NTP, ntpdate, and ISP-based firewall

Bevan C. Bennett bevan at fulcrummicro.com
Fri Mar 5 00:09:39 UTC 2004


jdow wrote:

> A professional computer criminal might check some of the more oddball
> ports and discover something. <enh> So it happens. I still have formal
> barriers beyond the basic firewall. If each attacker has say a probability
> p of penetrating the internal barriers and a probability of b of deciding
> that the void he probed was really something ripe for more probing then
> I've reduced my probability of getting hacked by b. If b is 1 in 10 and
> p is one in 1 in 1000 then the combined probability that the NEXT layer
> will be probed is reduced to about 1 in 10,000. Proper defense is built
> in layers like an onion. I'm not invulnerable here. But I've worked to
> reduce the risk by every reasonable factor I can control.

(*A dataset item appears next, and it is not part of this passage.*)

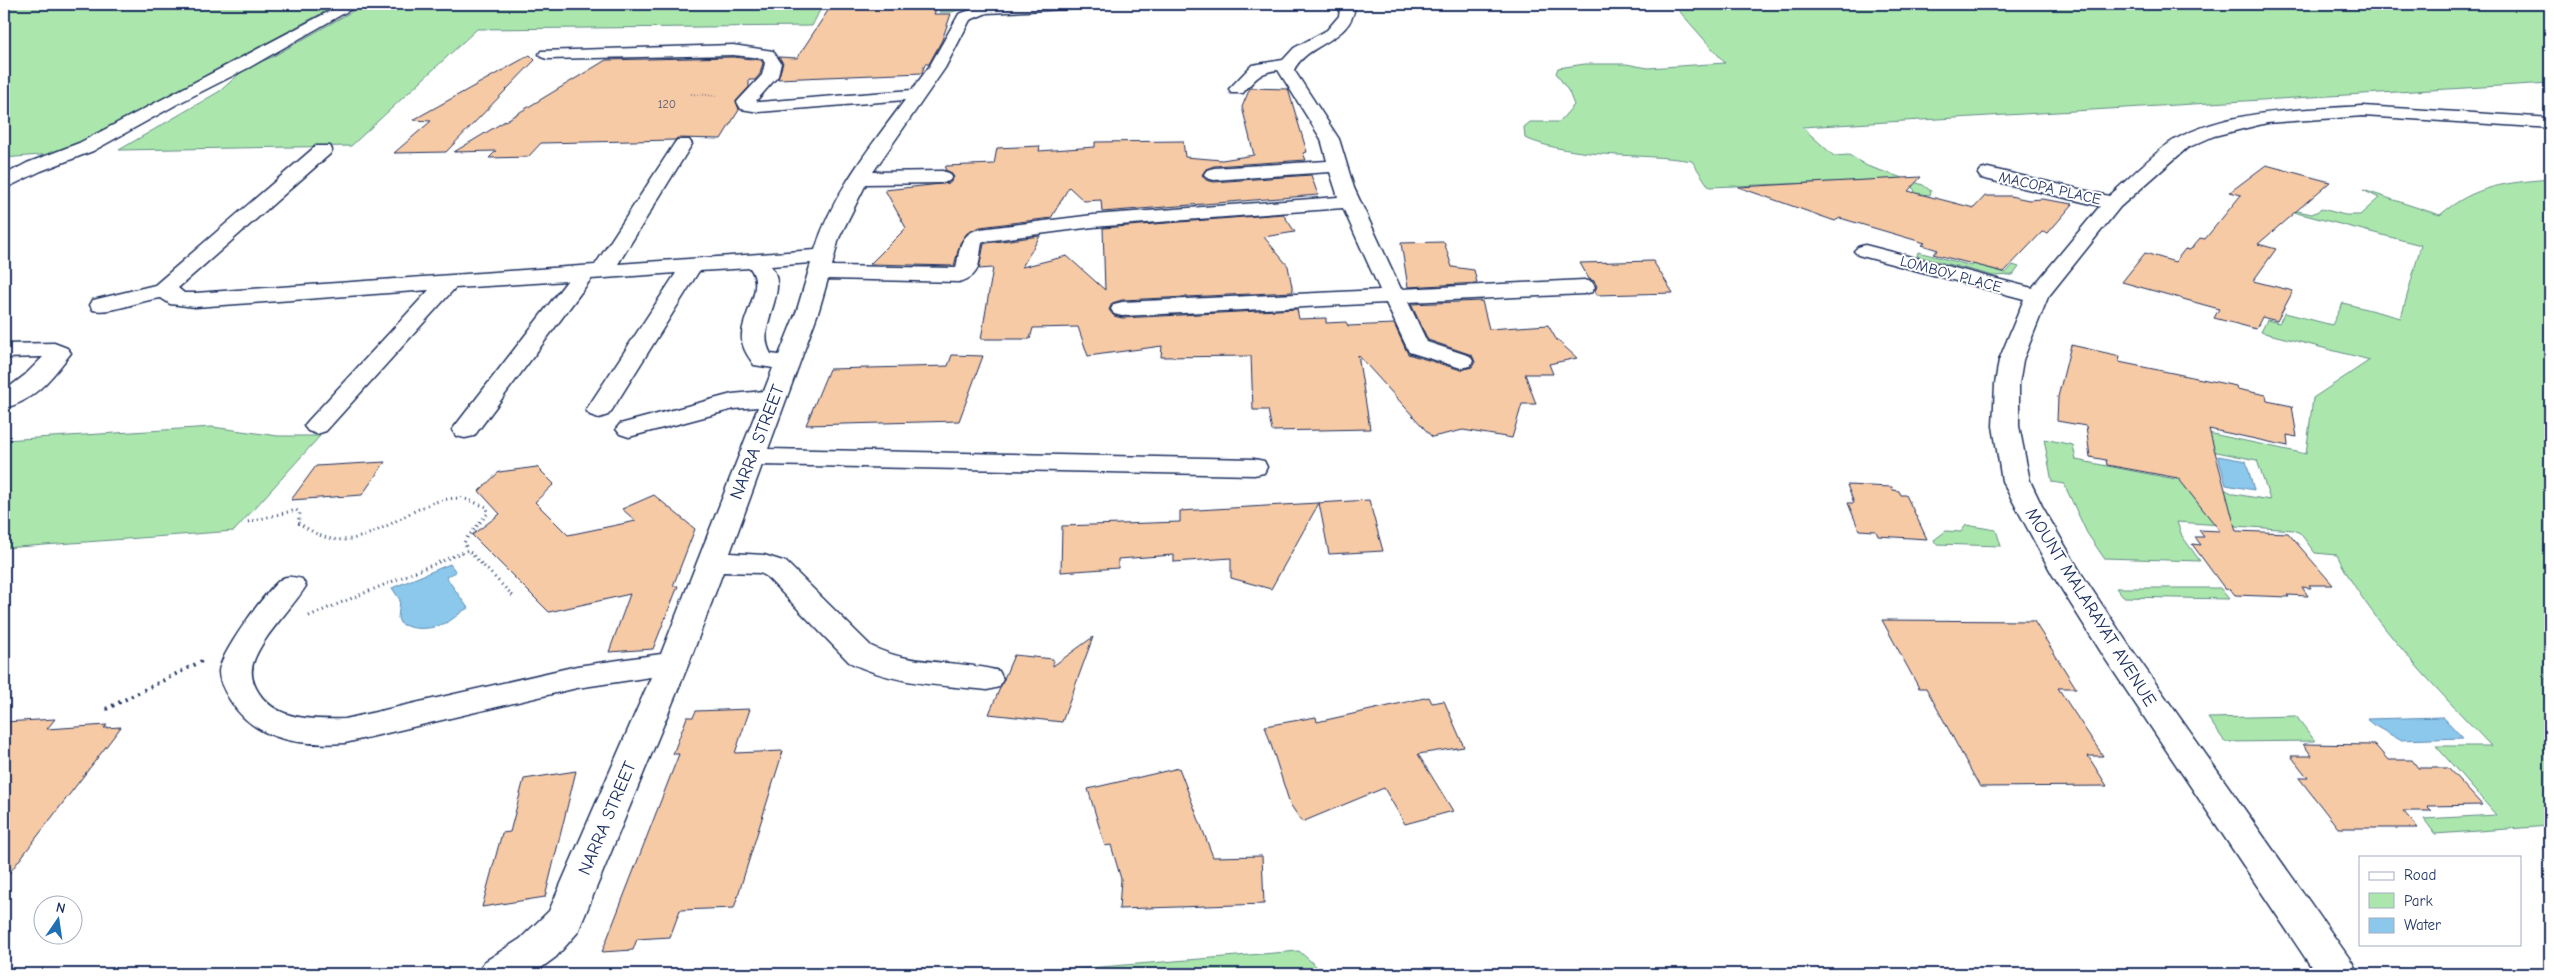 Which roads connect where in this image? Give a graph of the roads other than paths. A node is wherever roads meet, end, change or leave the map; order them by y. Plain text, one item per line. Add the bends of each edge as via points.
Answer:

Layered defenses are indeed the correct way to build up security.

If your system is truly 100% passive and offers no services at all then 
favoring DROP over REJECT can offer you some extra stealth at the 
expense of the ability to easily debug problems through the standard 
mechanisms like ping, traceroute and tcpdump.  If you are providing at 
least one service on the system, then using DROP won't help hide you 
against a simple scan (no professional required) and all your choice 
does is make your system standards-unfriendly.

It doesn't make me more of a target to return 'ICMP prohibited' packets 
in reply to probes at prohibited ports. On the contrary it probably 
makes me less of a target because I clearly have active security 
measures in place.

> Obscurity is no defense; but, obscurity times firewall times tcpwrapper
> times passwords times internal firewalls times yatta and more yatta yet
> is better than without the obscurity, eh?

If the obscurity only gives you a false sense of security, while 
impairing your own ability to monitor and debug your configuration, then 
it is indeed better without the obscurity.

Put a firewall in front of your local network.
Run host-based firewalls like iptables.
Use secure protocols whenever possible.
Run daemons chrooted when possible, and minimize the daemons you run.
Use tcpwrappers to further limit access to the daemons you do run.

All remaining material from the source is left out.